Understanding python async with FastAPI

ruarfff

Ruairí O'Brien

Posted on September 6, 2022

Understanding python async with FastAPI

Writing asynchronous code in python is quite powerful and can perform pretty well if you use something like uvloop:

uvloop makes asyncio fast. In fact, it is at least 2x faster than nodejs, gevent, as well as any other Python asynchronous framework. The performance of uvloop-based asyncio is close to that of Go programs.

Writing asynchronous code in python is also pretty easy to mess up.

This post is an attempt to understand async python a little better and make it easier to spot the common mistakes.
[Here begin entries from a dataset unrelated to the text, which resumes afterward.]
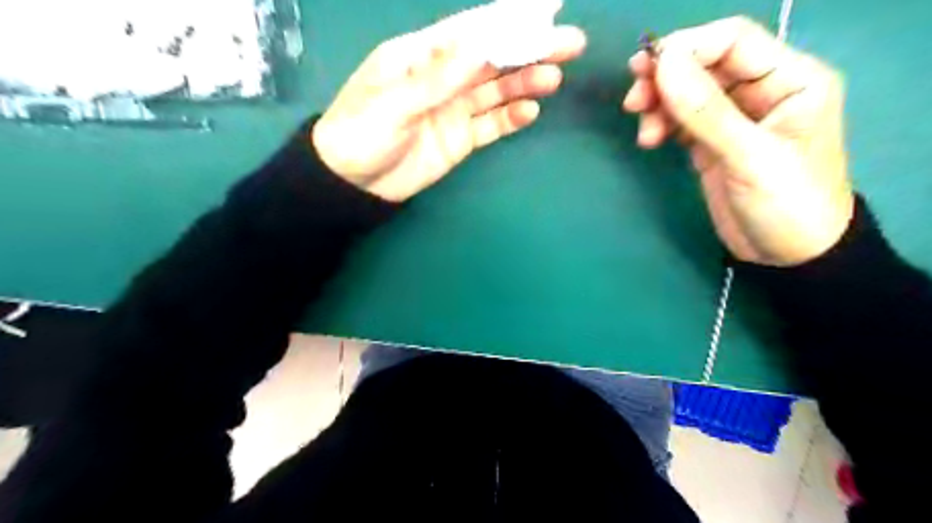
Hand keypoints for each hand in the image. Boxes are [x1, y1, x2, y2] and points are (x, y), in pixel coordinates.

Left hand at [316, 3, 584, 201]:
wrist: (353, 184)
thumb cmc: (361, 134)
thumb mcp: (393, 102)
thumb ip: (436, 78)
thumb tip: (479, 45)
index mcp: (420, 55)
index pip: (471, 30)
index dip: (509, 16)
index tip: (547, 6)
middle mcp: (442, 77)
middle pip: (492, 59)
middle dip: (530, 48)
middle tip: (571, 42)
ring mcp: (453, 109)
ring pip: (496, 91)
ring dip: (525, 83)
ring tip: (553, 78)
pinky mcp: (459, 138)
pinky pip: (490, 125)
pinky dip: (510, 119)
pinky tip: (529, 112)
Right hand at [626, 18, 850, 268]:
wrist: (788, 256)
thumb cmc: (787, 204)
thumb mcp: (750, 157)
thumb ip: (706, 111)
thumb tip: (663, 64)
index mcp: (790, 79)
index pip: (733, 41)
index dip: (687, 48)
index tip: (647, 71)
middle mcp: (761, 90)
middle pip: (704, 63)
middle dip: (665, 79)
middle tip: (633, 101)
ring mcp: (733, 117)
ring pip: (687, 92)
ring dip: (659, 105)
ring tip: (644, 133)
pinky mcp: (712, 142)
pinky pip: (681, 119)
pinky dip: (661, 124)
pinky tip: (650, 140)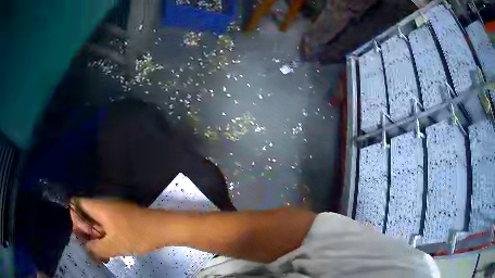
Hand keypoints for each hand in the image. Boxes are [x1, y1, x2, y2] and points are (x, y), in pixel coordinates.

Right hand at [70, 198, 155, 261]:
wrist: (163, 228)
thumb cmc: (136, 235)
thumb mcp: (113, 245)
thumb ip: (95, 248)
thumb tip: (87, 250)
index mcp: (98, 207)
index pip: (76, 204)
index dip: (76, 220)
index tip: (85, 237)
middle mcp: (104, 206)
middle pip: (86, 216)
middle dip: (88, 235)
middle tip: (95, 251)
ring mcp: (114, 212)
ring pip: (97, 224)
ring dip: (98, 240)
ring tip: (104, 256)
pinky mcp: (122, 219)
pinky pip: (108, 227)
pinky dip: (107, 239)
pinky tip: (112, 252)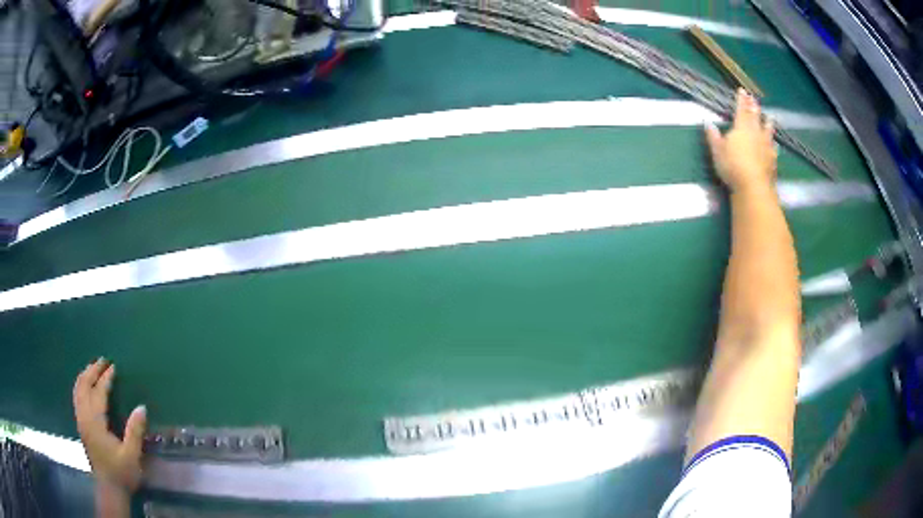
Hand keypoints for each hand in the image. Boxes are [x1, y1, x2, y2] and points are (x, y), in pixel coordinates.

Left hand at [73, 359, 146, 495]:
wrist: (110, 489)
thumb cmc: (121, 473)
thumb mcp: (131, 456)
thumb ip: (134, 432)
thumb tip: (141, 407)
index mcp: (95, 423)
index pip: (98, 393)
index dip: (105, 379)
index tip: (113, 367)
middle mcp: (84, 418)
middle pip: (83, 386)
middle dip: (92, 371)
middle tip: (102, 361)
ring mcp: (81, 421)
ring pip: (78, 391)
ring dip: (84, 376)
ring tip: (93, 368)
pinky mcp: (81, 426)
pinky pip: (77, 398)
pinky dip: (80, 386)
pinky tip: (86, 386)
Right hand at [706, 89, 777, 193]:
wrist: (753, 187)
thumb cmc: (732, 166)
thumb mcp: (717, 151)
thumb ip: (713, 136)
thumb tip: (708, 123)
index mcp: (741, 128)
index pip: (741, 110)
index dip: (741, 100)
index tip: (742, 91)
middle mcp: (755, 134)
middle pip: (755, 117)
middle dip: (754, 107)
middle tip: (754, 99)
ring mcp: (766, 147)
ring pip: (767, 131)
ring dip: (768, 123)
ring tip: (770, 117)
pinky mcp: (772, 161)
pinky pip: (773, 148)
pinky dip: (773, 144)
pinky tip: (775, 144)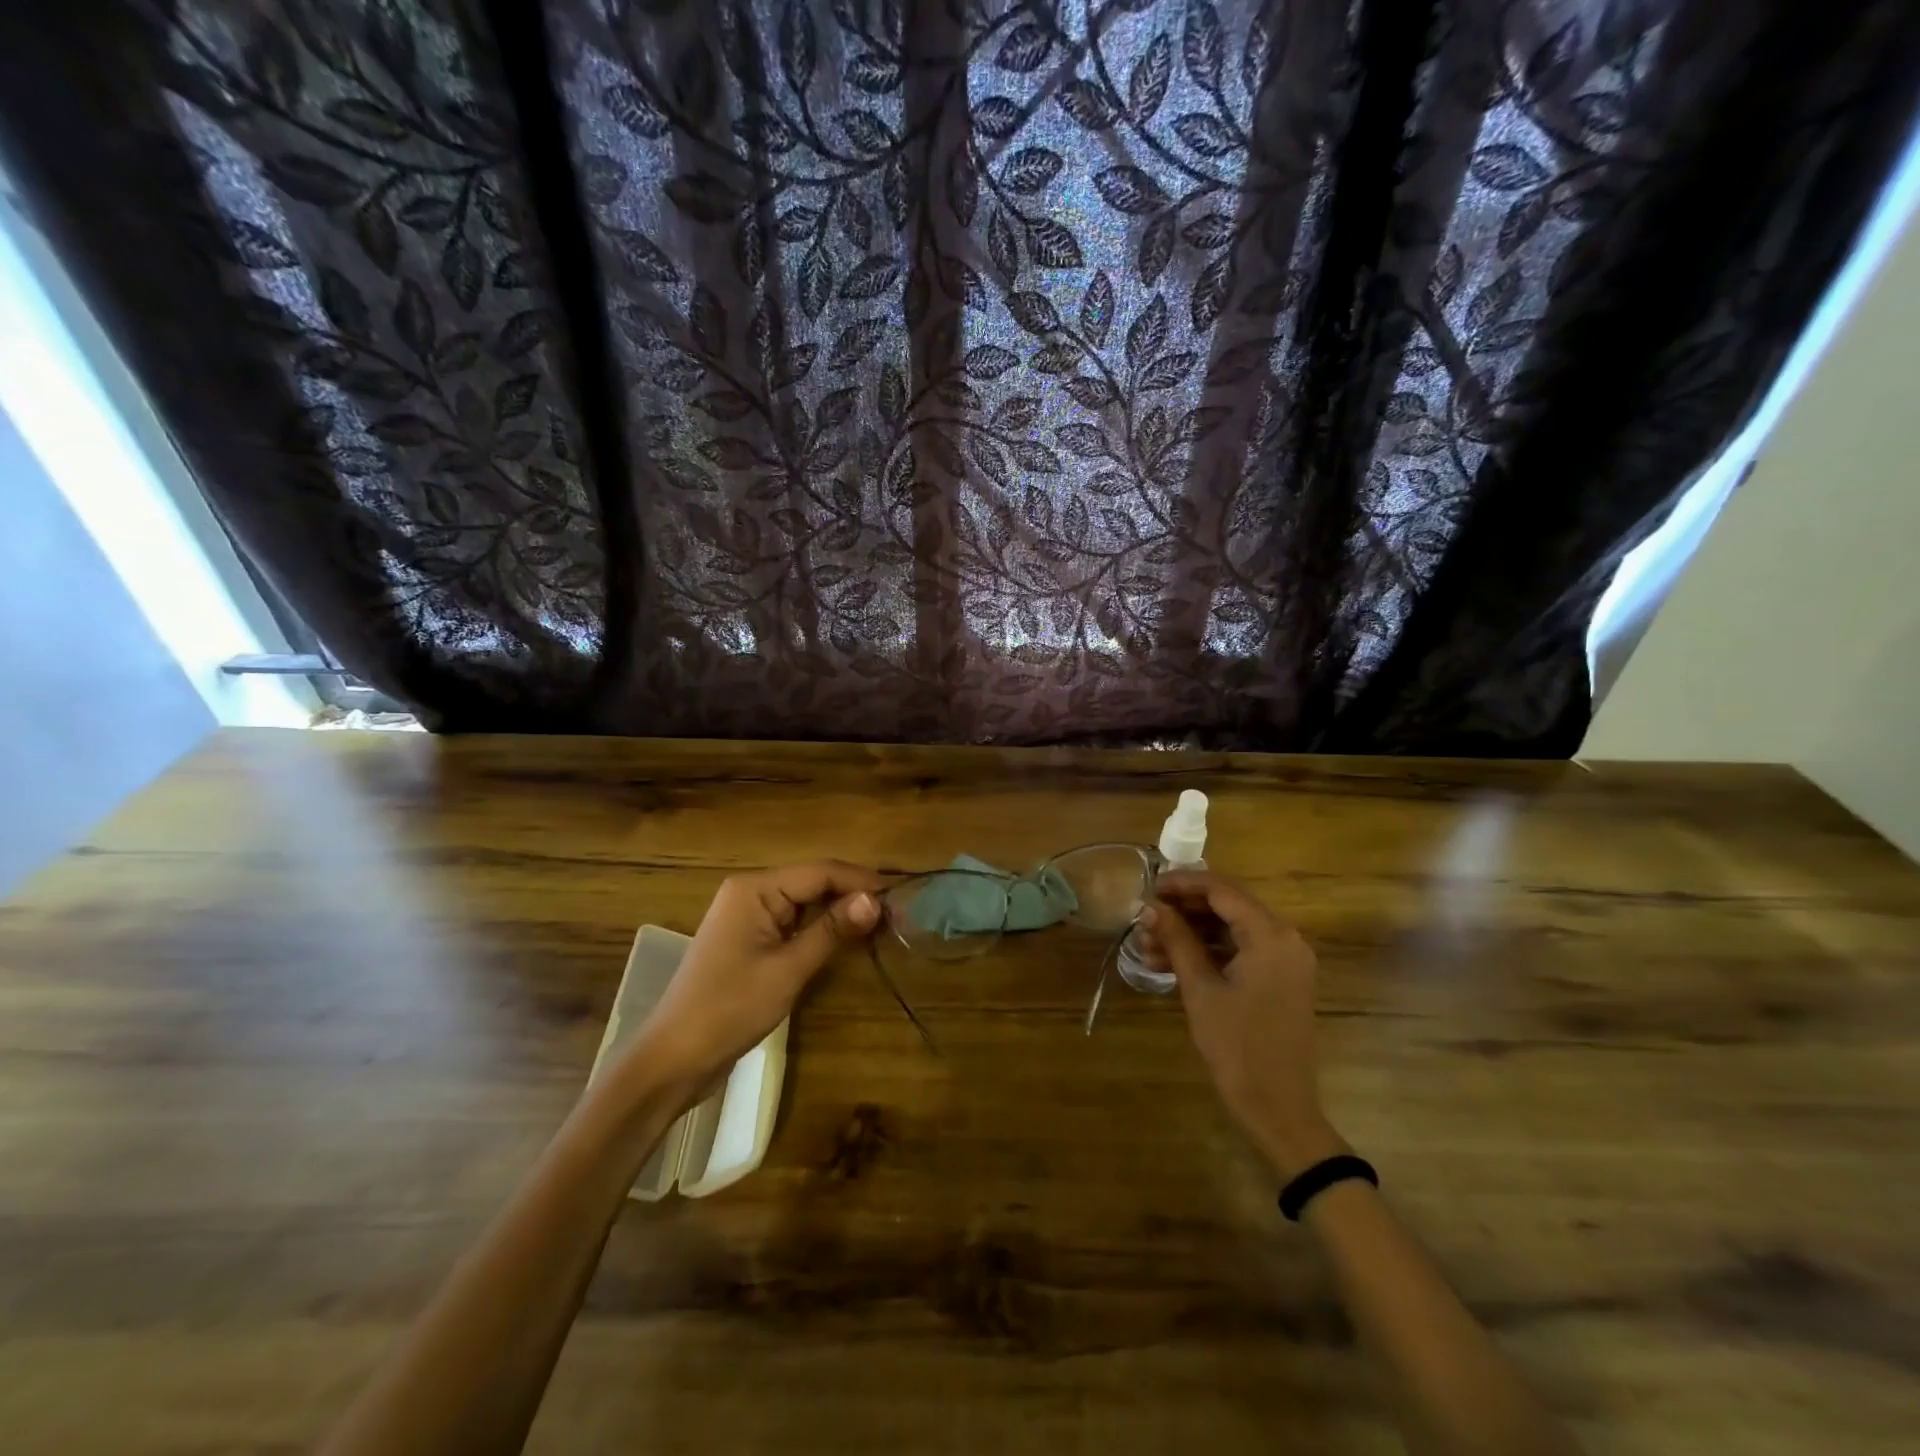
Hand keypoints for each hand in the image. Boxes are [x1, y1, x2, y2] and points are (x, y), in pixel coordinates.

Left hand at [629, 861, 880, 1092]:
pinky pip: (794, 923)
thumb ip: (832, 931)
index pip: (820, 871)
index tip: (902, 898)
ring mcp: (749, 917)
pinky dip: (821, 929)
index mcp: (755, 888)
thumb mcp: (788, 969)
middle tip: (897, 917)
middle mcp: (751, 892)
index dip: (862, 882)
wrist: (674, 1059)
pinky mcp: (750, 940)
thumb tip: (876, 901)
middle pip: (814, 882)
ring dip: (840, 913)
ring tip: (881, 927)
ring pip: (806, 903)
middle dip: (854, 896)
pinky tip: (846, 940)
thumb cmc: (729, 1009)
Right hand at [1136, 871, 1344, 1179]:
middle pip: (1227, 906)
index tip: (1147, 888)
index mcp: (1270, 935)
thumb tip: (1149, 907)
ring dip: (1191, 933)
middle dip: (1182, 910)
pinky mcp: (1279, 979)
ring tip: (1147, 946)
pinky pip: (1240, 950)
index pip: (1221, 890)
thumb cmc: (1237, 1047)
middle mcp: (1285, 938)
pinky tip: (1170, 962)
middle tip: (1144, 919)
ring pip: (1230, 929)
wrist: (1278, 1108)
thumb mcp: (1200, 989)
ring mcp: (1285, 960)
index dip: (1181, 883)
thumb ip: (1177, 940)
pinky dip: (1208, 952)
There's a repo if you'd like to have the code examples: https://github.com/ruarfff/understanding-python-async

In this post we will look at:

  • async/concurrent vs parallel
  • interesting things to know about async in python
  • async with FastAPI
  • what do do if something you use doesn't support async

Coding along

Grab the sample code:

  • git clone git@github.com:ruarfff/understanding-python-async.git && cd understanding-python-async
  • You should also have curl installed

You can use docker (recommended) or setup your own python environment.

With docker

make build
Enter fullscreen mode Exit fullscreen mode

Without docker

If you're not using docker, make sure to have python >= 3.8 installed.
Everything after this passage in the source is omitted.